Tatour stressed that the Palestinian question is not only a legal, but also a political and a colonial question. As such, Palestinians and supporters of the Palestinian cause should not stake their political claims on what international law allows them to say. Instead, they should endeavour to develop and transform international law so that it better accords with Palestinians’ understanding of their own reality. In this regard, she highlighted the need for international lawyers and international institutions to advance a legal critique of Zionism as a racial ideology. She concluded by expressing concern over the prevailing discourse within the international community regarding the question of Palestine, which is increasingly hegemonic towards a liberal approach that misses the colonial essence of the problem.
Decolonization
After Bishara and Tatour delivered their presentations, they both responded to questions from listeners. Much of the ensuing discussion addressed the prospect of decolonization, the routes to it and the challenges that would need to be overcome for it to be achieved.

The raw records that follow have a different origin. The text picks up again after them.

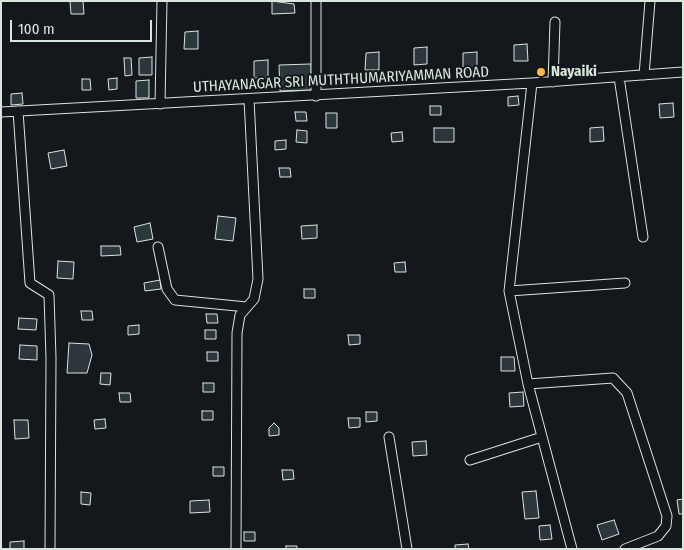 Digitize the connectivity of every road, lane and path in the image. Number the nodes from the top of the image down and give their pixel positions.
1 (162, 1) edge
2 (316, 1) edge
3 (650, 1) edge
4 (555, 22) dead end
5 (683, 72) edge
6 (644, 75) junction
7 (619, 77) junction
8 (553, 82) junction
9 (532, 83) junction
10 (316, 96) junction
11 (249, 100) junction
12 (160, 104) junction
13 (18, 111) junction
14 (1, 112) edge
15 (643, 237) dead end
16 (158, 247) dead end
17 (625, 284) dead end
18 (509, 290) junction
19 (247, 307) junction
20 (528, 384) junction
21 (389, 437) dead end
22 (542, 437) junction
23 (470, 460) dead end
24 (50, 549) edge
25 (236, 549) edge
26 (407, 549) edge
27 (572, 549) edge
28 (625, 549) edge

1 - 12 street
2 - 10 street
3 - 6 street
4 - 8 street
5 - 6 street, UTHAYANAGAR SRI MUTHTHUMARIYAMMAN ROAD
6 - 7 street, UTHAYANAGAR SRI MUTHTHUMARIYAMMAN ROAD
7 - 8 street, UTHAYANAGAR SRI MUTHTHUMARIYAMMAN ROAD
7 - 15 street
8 - 9 street, UTHAYANAGAR SRI MUTHTHUMARIYAMMAN ROAD
9 - 10 street, UTHAYANAGAR SRI MUTHTHUMARIYAMMAN ROAD
9 - 18 street
10 - 11 street, UTHAYANAGAR SRI MUTHTHUMARIYAMMAN ROAD
11 - 12 street, UTHAYANAGAR SRI MUTHTHUMARIYAMMAN ROAD
11 - 19 street
12 - 13 street, UTHAYANAGAR SRI MUTHTHUMARIYAMMAN ROAD
13 - 14 street, UTHAYANAGAR SRI MUTHTHUMARIYAMMAN ROAD
13 - 24 street
16 - 19 street
17 - 18 street
18 - 20 street
19 - 25 street
20 - 22 street
20 - 28 street
21 - 26 street
22 - 23 street
22 - 27 street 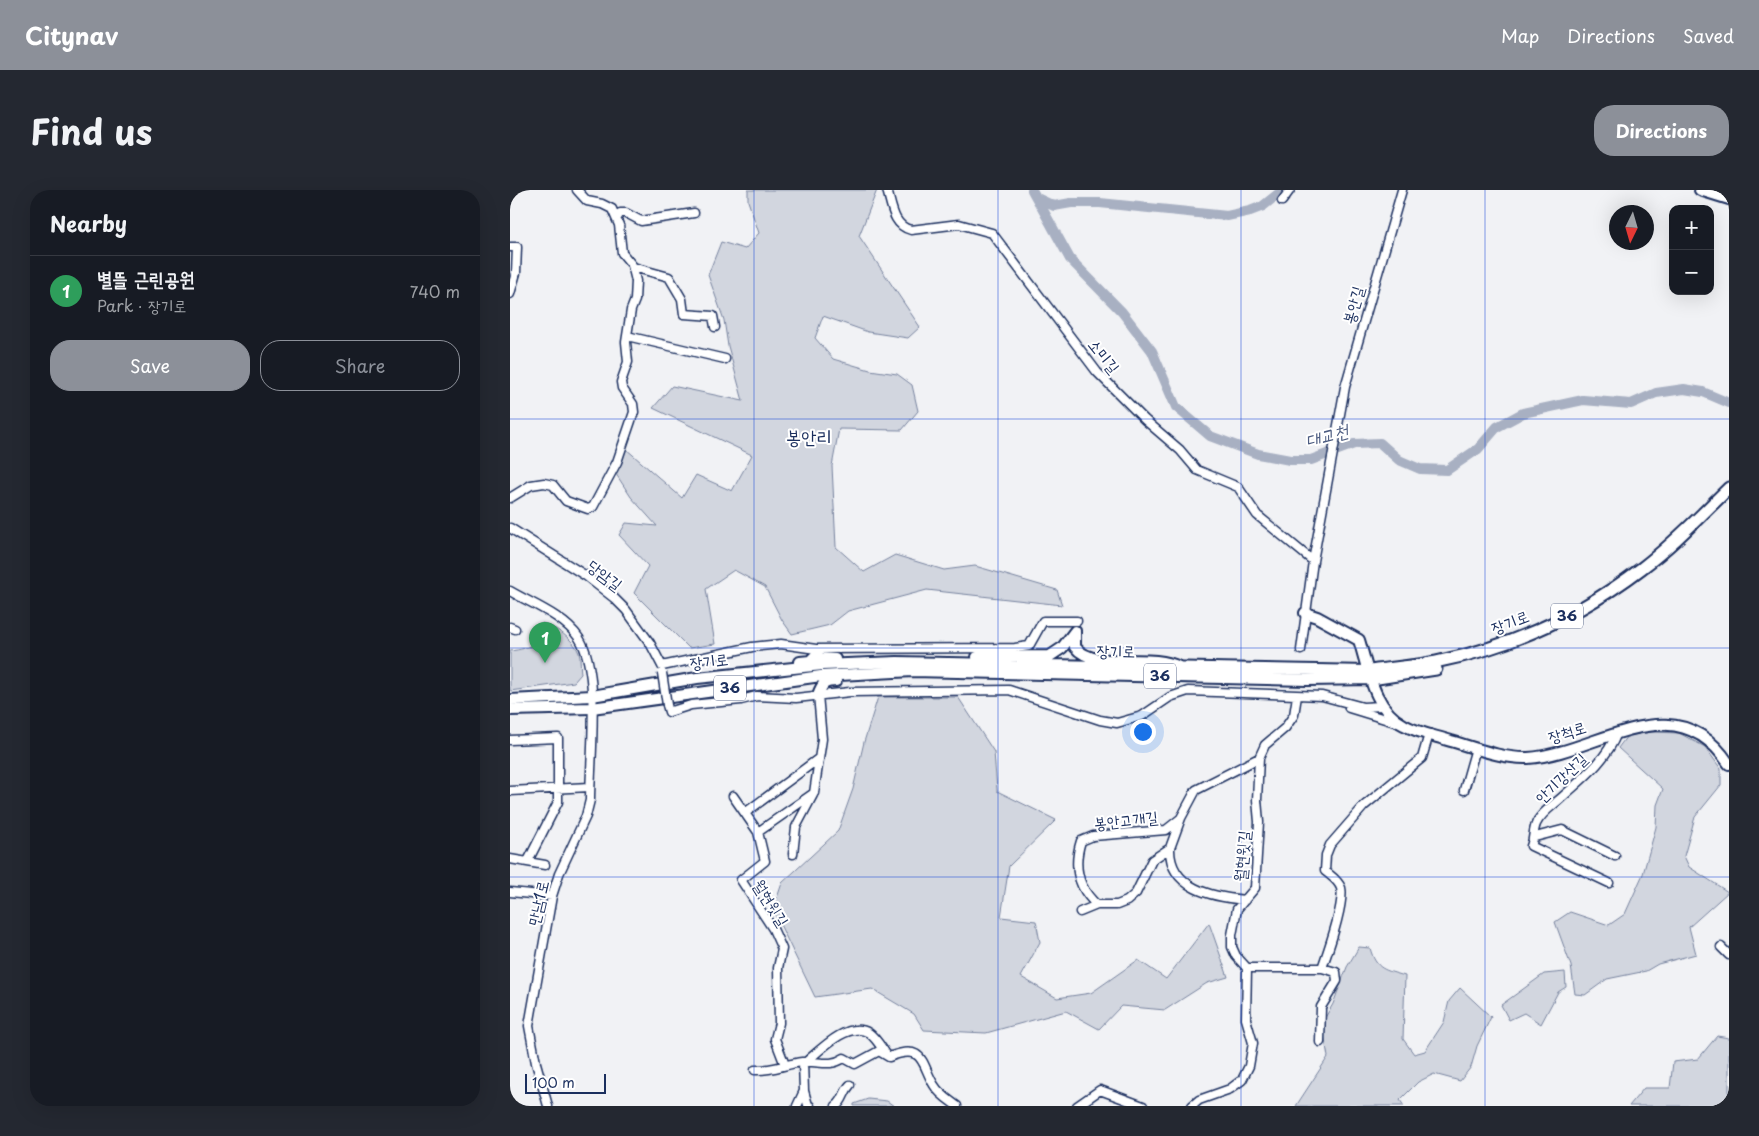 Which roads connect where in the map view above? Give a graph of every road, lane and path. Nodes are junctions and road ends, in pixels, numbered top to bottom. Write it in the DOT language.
graph roads {
  1 [pos="577,190"];
  2 [pos="887,190"];
  3 [pos="1290,190"];
  4 [pos="1402,190"];
  5 [pos="1700,190"];
  6 [pos="1729,198"];
  7 [pos="1282,201"];
  8 [pos="694,213"];
  9 [pos="617,218"];
  10 [pos="510,247"];
  11 [pos="633,267"];
  12 [pos="510,294"];
  13 [pos="715,327"];
  14 [pos="627,336"];
  15 [pos="725,359"];
  16 [pos="1729,488"];
  17 [pos="510,498"];
  18 [pos="1729,498"];
  19 [pos="510,528"];
  20 [pos="1312,562"];
  21 [pos="510,591"];
  22 [pos="1305,613"];
  23 [pos="1077,621"];
  24 [pos="1301,650"];
  25 [pos="816,652"];
  26 [pos="897,662"];
  27 [pos="934,663"];
  28 [pos="1182,669"];
  29 [pos="662,670"];
  30 [pos="882,674"];
  31 [pos="1370,675"];
  32 [pos="697,678"];
  33 [pos="775,682"];
  34 [pos="818,695"];
  35 [pos="592,696"];
  36 [pos="1296,696"];
  37 [pos="1322,696"];
  38 [pos="510,700"];
  39 [pos="1382,706"];
  40 [pos="592,708"];
  41 [pos="510,710"];
  42 [pos="1403,725"];
  43 [pos="1616,733"];
  44 [pos="1429,734"];
  45 [pos="510,740"];
  46 [pos="1476,748"];
  47 [pos="1259,758"];
  48 [pos="818,759"];
  49 [pos="1729,764"];
  50 [pos="590,787"];
  51 [pos="558,790"];
  52 [pos="1464,790"];
  53 [pos="510,791"];
  54 [pos="814,793"];
  55 [pos="733,796"];
  56 [pos="745,813"];
  57 [pos="1181,818"];
  58 [pos="758,832"];
  59 [pos="1535,837"];
  60 [pos="1170,848"];
  61 [pos="793,854"];
  62 [pos="1615,856"];
  63 [pos="510,859"];
  64 [pos="528,861"];
  65 [pos="545,865"];
  66 [pos="1609,883"];
  67 [pos="510,892"];
  68 [pos="552,896"];
  69 [pos="1245,900"];
  70 [pos="1097,905"];
  71 [pos="1080,912"];
  72 [pos="1721,947"];
  73 [pos="1729,955"];
  74 [pos="1247,968"];
  75 [pos="1322,968"];
  76 [pos="1320,1042"];
  77 [pos="889,1057"];
  78 [pos="804,1062"];
  79 [pos="785,1065"];
  80 [pos="755,1070"];
  81 [pos="850,1085"];
  82 [pos="804,1091"];
  83 [pos="548,1106"];
  84 [pos="797,1106"];
  85 [pos="810,1106"];
  86 [pos="836,1106"];
  87 [pos="957,1106"];
  88 [pos="1077,1106"];
  89 [pos="1143,1106"];
  90 [pos="1192,1106"];
  1 -- 9 [label="street"];
  2 -- 20 [label="street, 소미길"];
  3 -- 7 [label="street"];
  4 -- 20 [label="street, 봉안길"];
  5 -- 6 [label="main road"];
  8 -- 9 [label="street"];
  9 -- 11 [label="street"];
  10 -- 12 [label="street"];
  11 -- 13 [label="street"];
  11 -- 14 [label="street"];
  14 -- 15 [label="street"];
  14 -- 17 [label="street"];
  16 -- 31 [label="highway, 장기로 / 36"];
  18 -- 31 [label="highway, 장기로 / 36"];
  19 -- 29 [label="street, 당암길"];
  20 -- 22 [label="street"];
  21 -- 35 [label="street, 만남1로"];
  22 -- 24 [label="street"];
  22 -- 31 [label="main road"];
  23 -- 25 [label="street"];
  25 -- 26 [label="main road"];
  25 -- 29 [label="street"];
  25 -- 32 [label="main road"];
  26 -- 27 [label="main road, 장기로 / 36"];
  26 -- 32 [label="main road, 장기로 / 36"];
  27 -- 28 [label="main road, 장기로 / 36"];
  27 -- 28 [label="main road"];
  28 -- 31 [label="main road, 장기로 / 36"];
  29 -- 34 [label="street, 당암길, bridge"];
  30 -- 31 [label="main road, 장기로 / 36"];
  30 -- 33 [label="main road, 장기로 / 36"];
  30 -- 34 [label="main road"];
  31 -- 39 [label="main road"];
  32 -- 35 [label="main road, 장기로 / 36"];
  33 -- 34 [label="main road"];
  33 -- 40 [label="main road, 장기로 / 36"];
  34 -- 36 [label="street"];
  34 -- 48 [label="street"];
  35 -- 38 [label="main road, 장기로 / 36"];
  35 -- 40 [label="street, 만남1로"];
  36 -- 37 [label="street"];
  36 -- 47 [label="street"];
  37 -- 39 [label="street"];
  37 -- 42 [label="street"];
  39 -- 42 [label="main road"];
  40 -- 41 [label="main road, 장기로 / 36"];
  40 -- 50 [label="street, 만남1로"];
  42 -- 44 [label="main road, 장척로"];
  43 -- 46 [label="main road, 장척로"];
  43 -- 49 [label="main road, 장척로"];
  43 -- 59 [label="street, 안기강산길"];
  44 -- 46 [label="main road, 장척로"];
  44 -- 75 [label="street"];
  45 -- 51 [label="street"];
  46 -- 52 [label="street"];
  47 -- 57 [label="street, 봉안고개길"];
  47 -- 69 [label="street, 월현윗길"];
  48 -- 54 [label="street"];
  48 -- 56 [label="street"];
  50 -- 51 [label="street"];
  50 -- 68 [label="street, 만남1로"];
  51 -- 53 [label="street"];
  51 -- 64 [label="street"];
  54 -- 58 [label="street"];
  54 -- 61 [label="street"];
  55 -- 56 [label="street"];
  56 -- 58 [label="street"];
  57 -- 60 [label="street, 봉안고개길"];
  57 -- 70 [label="street, 봉안고개길"];
  58 -- 79 [label="street, 월현윗길"];
  59 -- 62 [label="street"];
  59 -- 66 [label="street, 안기강산길"];
  60 -- 69 [label="street"];
  60 -- 70 [label="street"];
  63 -- 64 [label="street"];
  64 -- 65 [label="street"];
  67 -- 68 [label="street"];
  68 -- 83 [label="street, 만남1로"];
  69 -- 74 [label="street, 월현윗길"];
  70 -- 71 [label="street"];
  72 -- 73 [label="street"];
  74 -- 75 [label="street"];
  74 -- 90 [label="street"];
  75 -- 76 [label="street"];
  77 -- 78 [label="street"];
  77 -- 78 [label="street"];
  77 -- 87 [label="street"];
  78 -- 79 [label="street"];
  78 -- 82 [label="street"];
  79 -- 80 [label="street"];
  81 -- 86 [label="street"];
  82 -- 84 [label="street"];
  82 -- 85 [label="street"];
  88 -- 89 [label="street"];
}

Bishara observed that to her mind decolonization in the context should be geared towards the interconnected goals of realizing the collectivity of both peoples and the human rights of all individuals. She opined that a process of decolonization in Palestine could not simply follow the route taken in other places and would have to take account of the specificities of the context. She further observed that decolonization could not be expected to unfold in a uniform manner across all parts of historical Palestine. The different structures and histories of settler colonialism in the various parts of the territory merit diverging approaches for each area and its residents. Relatedly, she noted that it would be necessary to ensure that all of the constitutive parts of the fragmented Palestinian people, with their diverging experiences, would be represented in the process.

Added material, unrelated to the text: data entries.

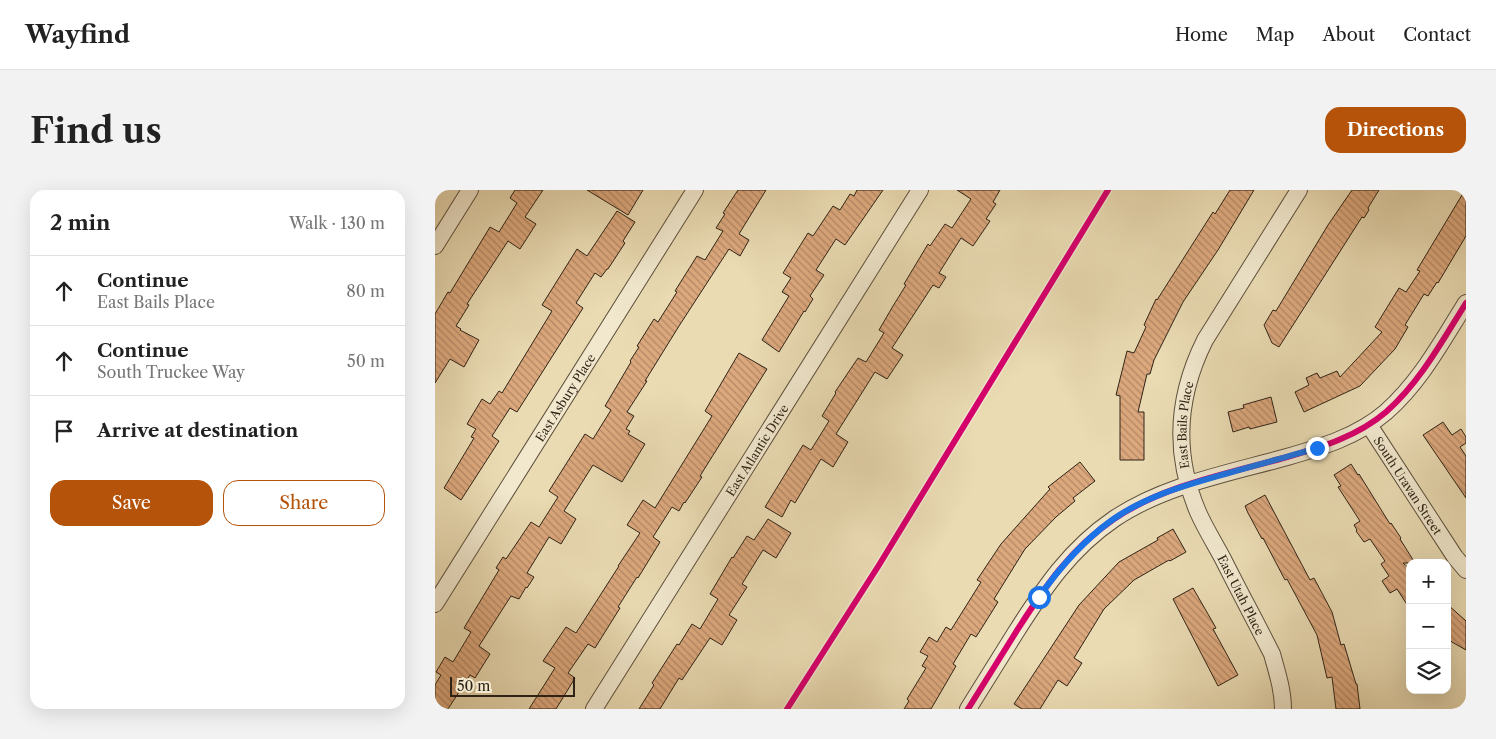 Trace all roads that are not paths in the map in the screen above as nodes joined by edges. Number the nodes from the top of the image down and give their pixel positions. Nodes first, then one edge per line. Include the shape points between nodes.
1 (470, 190) edge
2 (695, 190) edge
3 (920, 190) edge
4 (1299, 190) edge
5 (435, 246) edge
6 (1466, 303) edge
7 (1369, 425) junction
8 (1188, 485) junction
9 (1466, 570) edge
10 (435, 604) edge
11 (594, 709) edge
12 (968, 709) edge
13 (1283, 709) edge

1 - 5 street
2 - 10 street, East Asbury Place
3 - 11 street, East Atlantic Drive
4 - 8 street, East Bails Place via 1196,358 1182,413 1183,465
6 - 7 street via 1419,377 1407,392
7 - 8 street via 1317,448
7 - 9 street, South Uravan Street
8 - 12 street, East Bails Place via 1137,505 1092,535 1072,554 1054,574
8 - 13 street, East Utah Place via 1198,513 1272,654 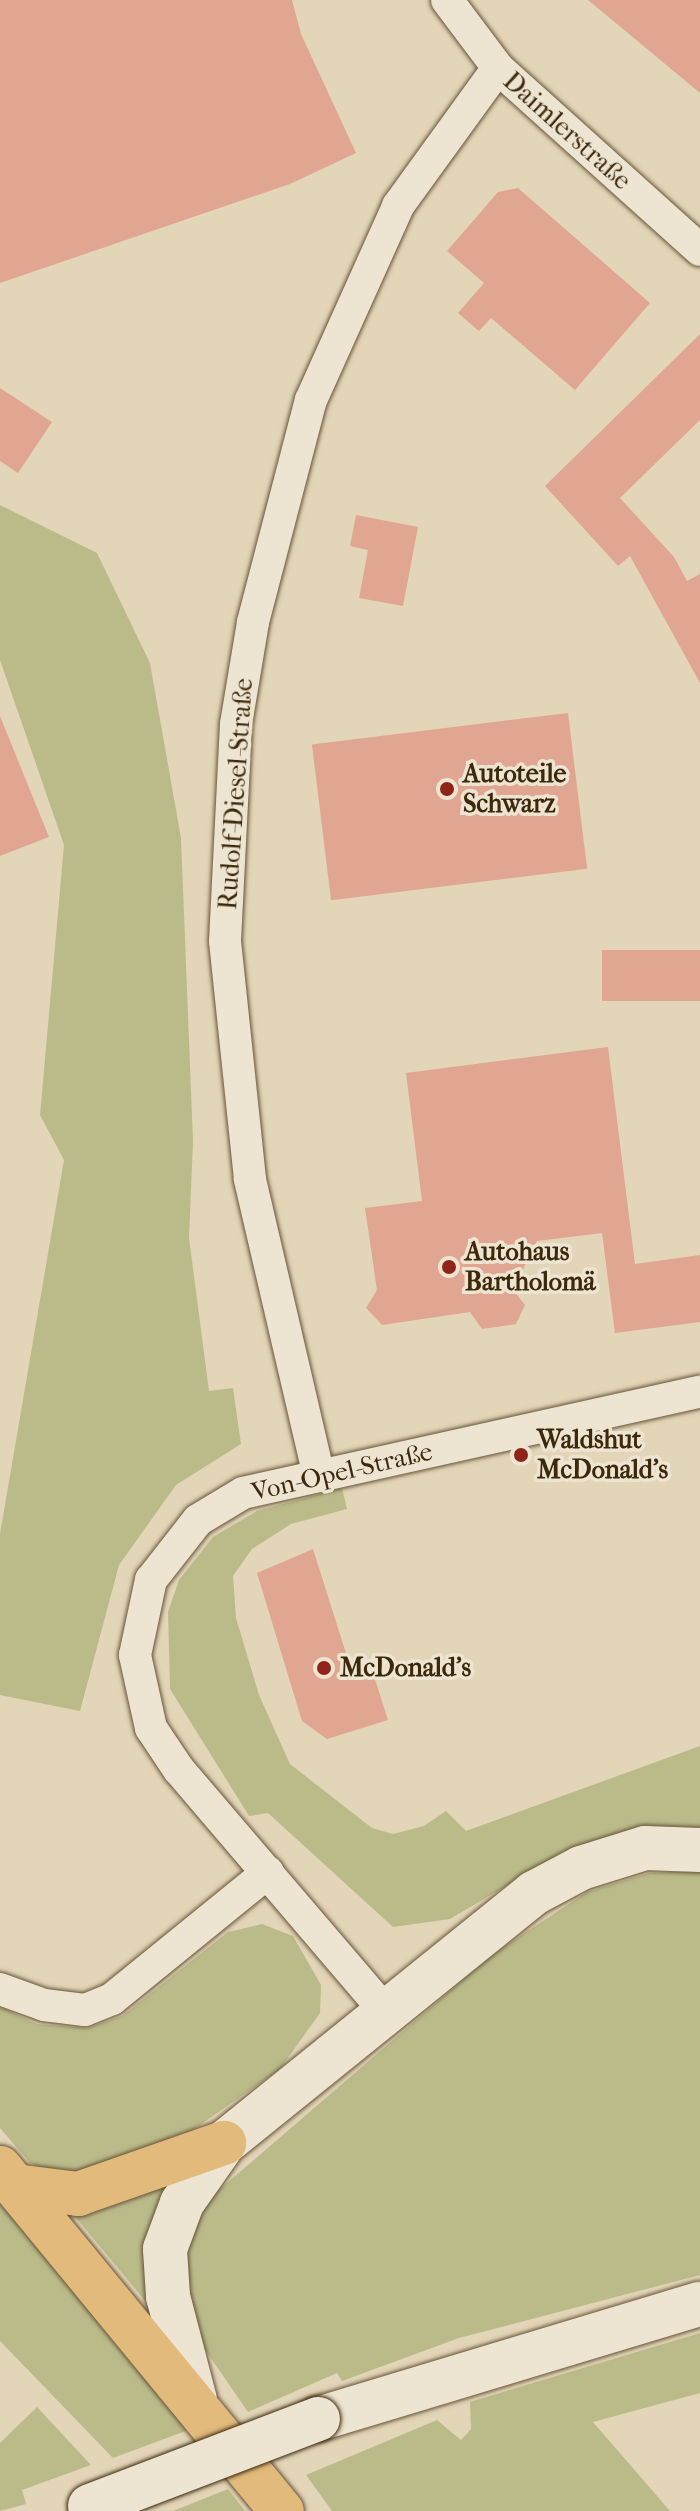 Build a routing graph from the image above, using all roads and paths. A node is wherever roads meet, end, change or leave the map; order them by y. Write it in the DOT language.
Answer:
graph roads {
  1 [pos="447,0"];
  2 [pos="498,68"];
  3 [pos="700,250"];
  4 [pos="700,1392"];
  5 [pos="318,1472"];
  6 [pos="700,1850"];
  7 [pos="268,1872"];
  8 [pos="0,1989"];
  9 [pos="385,2011"];
  10 [pos="224,2143"];
  11 [pos="8,2177"];
  12 [pos="700,2304"];
  13 [pos="195,2400"];
  14 [pos="84,2508"];
  15 [pos="282,2511"];
  1 -- 2 [label="street, Daimlerstraße"];
  2 -- 3 [label="street, Daimlerstraße"];
  2 -- 5 [label="street, Rudolf-Diesel-Straße"];
  4 -- 5 [label="street, Von-Opel-Straße"];
  5 -- 7 [label="street, Von-Opel-Straße"];
  6 -- 9 [label="main road"];
  7 -- 8 [label="street"];
  7 -- 9 [label="street, Von-Opel-Straße"];
  9 -- 10 [label="main road"];
  10 -- 11 [label="main road"];
  10 -- 13 [label="main road"];
  11 -- 13 [label="main road"];
  12 -- 14 [label="main road, bridge"];
  13 -- 15 [label="main road"];
}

Tatour maintained that decolonization is not a liberal project and that securing citizenship and equal political rights for Palestinians will not suffice to achieve it. For decolonization to occur, she insisted, citizenship and political equality would have to be accompanied by a form of distributive and restorative justice that would equitably respond to Palestinians’ claims over their land, as well as a dismantling of the judicial system that is designed to dispossess and subjugate Palestinians and indeed of all the political, social, and economic systems through which Israel’s settler colonialism has manifested. In Tatour’s view, a failure to dismantle the settler colonial structure and to abandon the Zionist ideology that sustains it will leave Palestinians in a state of inferiority in their homeland.
Conclusion
The event foregrounded the view that settler colonialism is at the root of the injustices that Israel has inflicted upon Palestinians, and that decolonization is essential for any prospect of a just resolution of the question of Palestine. On this view, the prevailing legal and political debate about the Israeli-Palestinian conflict—even when critical of Israeli policies and practices that oppress, dispossess, displace, and discriminate against Palestinians—is insufficiently attentive to the colonial structures that enable such injustices or to the ideology that inspires them. This suggests, among other things, that the assessment of rival claims concerning sovereignty and self-determination and regarding collective as well as individual rights should occupy a more prominent place in legal analysis of the context. The IHL Centre intends to engage in such analysis.